Task item →
Write all of the entries again. Keep them exactly as they are.

Material provided →
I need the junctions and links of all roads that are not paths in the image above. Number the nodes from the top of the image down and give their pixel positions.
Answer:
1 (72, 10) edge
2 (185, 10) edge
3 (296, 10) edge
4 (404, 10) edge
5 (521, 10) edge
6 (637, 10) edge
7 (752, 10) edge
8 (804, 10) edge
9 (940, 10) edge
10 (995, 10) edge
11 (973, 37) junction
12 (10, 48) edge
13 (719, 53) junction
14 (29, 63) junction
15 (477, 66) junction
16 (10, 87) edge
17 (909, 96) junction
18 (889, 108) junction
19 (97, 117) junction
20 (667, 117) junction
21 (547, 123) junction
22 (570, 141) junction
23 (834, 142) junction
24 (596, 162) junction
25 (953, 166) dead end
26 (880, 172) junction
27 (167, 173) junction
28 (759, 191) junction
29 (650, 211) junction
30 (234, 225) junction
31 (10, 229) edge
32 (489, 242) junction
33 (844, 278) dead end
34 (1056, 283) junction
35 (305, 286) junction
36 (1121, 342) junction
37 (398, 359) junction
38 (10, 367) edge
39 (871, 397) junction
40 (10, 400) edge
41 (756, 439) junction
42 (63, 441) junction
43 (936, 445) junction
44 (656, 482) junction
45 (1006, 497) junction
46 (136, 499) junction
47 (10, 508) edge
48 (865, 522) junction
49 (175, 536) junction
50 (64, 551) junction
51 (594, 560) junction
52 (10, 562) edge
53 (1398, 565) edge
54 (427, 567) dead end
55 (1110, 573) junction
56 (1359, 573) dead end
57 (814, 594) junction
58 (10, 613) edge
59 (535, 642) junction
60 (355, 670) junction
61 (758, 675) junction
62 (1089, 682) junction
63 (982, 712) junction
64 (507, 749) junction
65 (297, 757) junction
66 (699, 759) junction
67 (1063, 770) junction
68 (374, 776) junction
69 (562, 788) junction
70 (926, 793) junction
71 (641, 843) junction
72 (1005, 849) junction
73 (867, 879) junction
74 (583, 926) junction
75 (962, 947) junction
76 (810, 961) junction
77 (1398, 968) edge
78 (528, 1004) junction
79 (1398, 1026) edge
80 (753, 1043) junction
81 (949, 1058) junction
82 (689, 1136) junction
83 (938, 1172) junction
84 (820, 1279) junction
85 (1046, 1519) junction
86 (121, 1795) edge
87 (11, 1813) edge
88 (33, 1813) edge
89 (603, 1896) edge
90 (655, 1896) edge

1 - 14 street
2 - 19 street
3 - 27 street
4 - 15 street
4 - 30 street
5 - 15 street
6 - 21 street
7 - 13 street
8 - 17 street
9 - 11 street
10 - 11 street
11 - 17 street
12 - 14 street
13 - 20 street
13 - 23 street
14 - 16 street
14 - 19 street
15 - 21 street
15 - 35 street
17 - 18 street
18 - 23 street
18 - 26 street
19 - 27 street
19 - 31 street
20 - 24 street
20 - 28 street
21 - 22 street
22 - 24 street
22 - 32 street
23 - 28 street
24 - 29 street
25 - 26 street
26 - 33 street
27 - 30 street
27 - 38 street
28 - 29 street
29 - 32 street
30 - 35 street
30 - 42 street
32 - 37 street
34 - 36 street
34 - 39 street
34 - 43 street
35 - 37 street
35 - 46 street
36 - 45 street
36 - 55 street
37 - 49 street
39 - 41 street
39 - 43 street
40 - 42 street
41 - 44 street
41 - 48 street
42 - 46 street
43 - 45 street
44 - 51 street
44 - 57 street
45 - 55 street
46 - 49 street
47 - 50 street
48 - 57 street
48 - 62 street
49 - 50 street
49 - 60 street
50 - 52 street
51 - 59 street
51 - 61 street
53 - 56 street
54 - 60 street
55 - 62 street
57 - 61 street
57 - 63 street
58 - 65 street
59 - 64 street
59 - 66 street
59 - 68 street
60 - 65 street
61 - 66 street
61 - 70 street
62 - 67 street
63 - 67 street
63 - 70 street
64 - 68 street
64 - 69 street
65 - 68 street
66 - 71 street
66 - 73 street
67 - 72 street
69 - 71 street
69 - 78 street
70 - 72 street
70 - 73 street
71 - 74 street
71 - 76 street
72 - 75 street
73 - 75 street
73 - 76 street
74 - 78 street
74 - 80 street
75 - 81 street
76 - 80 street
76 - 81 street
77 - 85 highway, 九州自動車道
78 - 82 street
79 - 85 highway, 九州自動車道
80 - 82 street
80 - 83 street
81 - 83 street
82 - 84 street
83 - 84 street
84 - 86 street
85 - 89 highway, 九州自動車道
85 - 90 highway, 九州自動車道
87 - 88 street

Exercise output →
I need the junctions and links of all roads that are not paths in the image above. Number the nodes from the top of the image down and give their pixel positions.
Answer:
1 (72, 10) edge
2 (185, 10) edge
3 (296, 10) edge
4 (404, 10) edge
5 (521, 10) edge
6 (637, 10) edge
7 (752, 10) edge
8 (804, 10) edge
9 (940, 10) edge
10 (995, 10) edge
11 (973, 37) junction
12 (10, 48) edge
13 (719, 53) junction
14 (29, 63) junction
15 (477, 66) junction
16 (10, 87) edge
17 (909, 96) junction
18 (889, 108) junction
19 (97, 117) junction
20 (667, 117) junction
21 (547, 123) junction
22 (570, 141) junction
23 (834, 142) junction
24 (596, 162) junction
25 (953, 166) dead end
26 (880, 172) junction
27 (167, 173) junction
28 (759, 191) junction
29 (650, 211) junction
30 (234, 225) junction
31 (10, 229) edge
32 (489, 242) junction
33 (844, 278) dead end
34 (1056, 283) junction
35 (305, 286) junction
36 (1121, 342) junction
37 (398, 359) junction
38 (10, 367) edge
39 (871, 397) junction
40 (10, 400) edge
41 (756, 439) junction
42 (63, 441) junction
43 (936, 445) junction
44 (656, 482) junction
45 (1006, 497) junction
46 (136, 499) junction
47 (10, 508) edge
48 (865, 522) junction
49 (175, 536) junction
50 (64, 551) junction
51 (594, 560) junction
52 (10, 562) edge
53 (1398, 565) edge
54 (427, 567) dead end
55 (1110, 573) junction
56 (1359, 573) dead end
57 (814, 594) junction
58 (10, 613) edge
59 (535, 642) junction
60 (355, 670) junction
61 (758, 675) junction
62 (1089, 682) junction
63 (982, 712) junction
64 (507, 749) junction
65 (297, 757) junction
66 (699, 759) junction
67 (1063, 770) junction
68 (374, 776) junction
69 (562, 788) junction
70 (926, 793) junction
71 (641, 843) junction
72 (1005, 849) junction
73 (867, 879) junction
74 (583, 926) junction
75 (962, 947) junction
76 (810, 961) junction
77 (1398, 968) edge
78 (528, 1004) junction
79 (1398, 1026) edge
80 (753, 1043) junction
81 (949, 1058) junction
82 (689, 1136) junction
83 (938, 1172) junction
84 (820, 1279) junction
85 (1046, 1519) junction
86 (121, 1795) edge
87 (11, 1813) edge
88 (33, 1813) edge
89 (603, 1896) edge
90 (655, 1896) edge

1 - 14 street
2 - 19 street
3 - 27 street
4 - 15 street
4 - 30 street
5 - 15 street
6 - 21 street
7 - 13 street
8 - 17 street
9 - 11 street
10 - 11 street
11 - 17 street
12 - 14 street
13 - 20 street
13 - 23 street
14 - 16 street
14 - 19 street
15 - 21 street
15 - 35 street
17 - 18 street
18 - 23 street
18 - 26 street
19 - 27 street
19 - 31 street
20 - 24 street
20 - 28 street
21 - 22 street
22 - 24 street
22 - 32 street
23 - 28 street
24 - 29 street
25 - 26 street
26 - 33 street
27 - 30 street
27 - 38 street
28 - 29 street
29 - 32 street
30 - 35 street
30 - 42 street
32 - 37 street
34 - 36 street
34 - 39 street
34 - 43 street
35 - 37 street
35 - 46 street
36 - 45 street
36 - 55 street
37 - 49 street
39 - 41 street
39 - 43 street
40 - 42 street
41 - 44 street
41 - 48 street
42 - 46 street
43 - 45 street
44 - 51 street
44 - 57 street
45 - 55 street
46 - 49 street
47 - 50 street
48 - 57 street
48 - 62 street
49 - 50 street
49 - 60 street
50 - 52 street
51 - 59 street
51 - 61 street
53 - 56 street
54 - 60 street
55 - 62 street
57 - 61 street
57 - 63 street
58 - 65 street
59 - 64 street
59 - 66 street
59 - 68 street
60 - 65 street
61 - 66 street
61 - 70 street
62 - 67 street
63 - 67 street
63 - 70 street
64 - 68 street
64 - 69 street
65 - 68 street
66 - 71 street
66 - 73 street
67 - 72 street
69 - 71 street
69 - 78 street
70 - 72 street
70 - 73 street
71 - 74 street
71 - 76 street
72 - 75 street
73 - 75 street
73 - 76 street
74 - 78 street
74 - 80 street
75 - 81 street
76 - 80 street
76 - 81 street
77 - 85 highway, 九州自動車道
78 - 82 street
79 - 85 highway, 九州自動車道
80 - 82 street
80 - 83 street
81 - 83 street
82 - 84 street
83 - 84 street
84 - 86 street
85 - 89 highway, 九州自動車道
85 - 90 highway, 九州自動車道
87 - 88 street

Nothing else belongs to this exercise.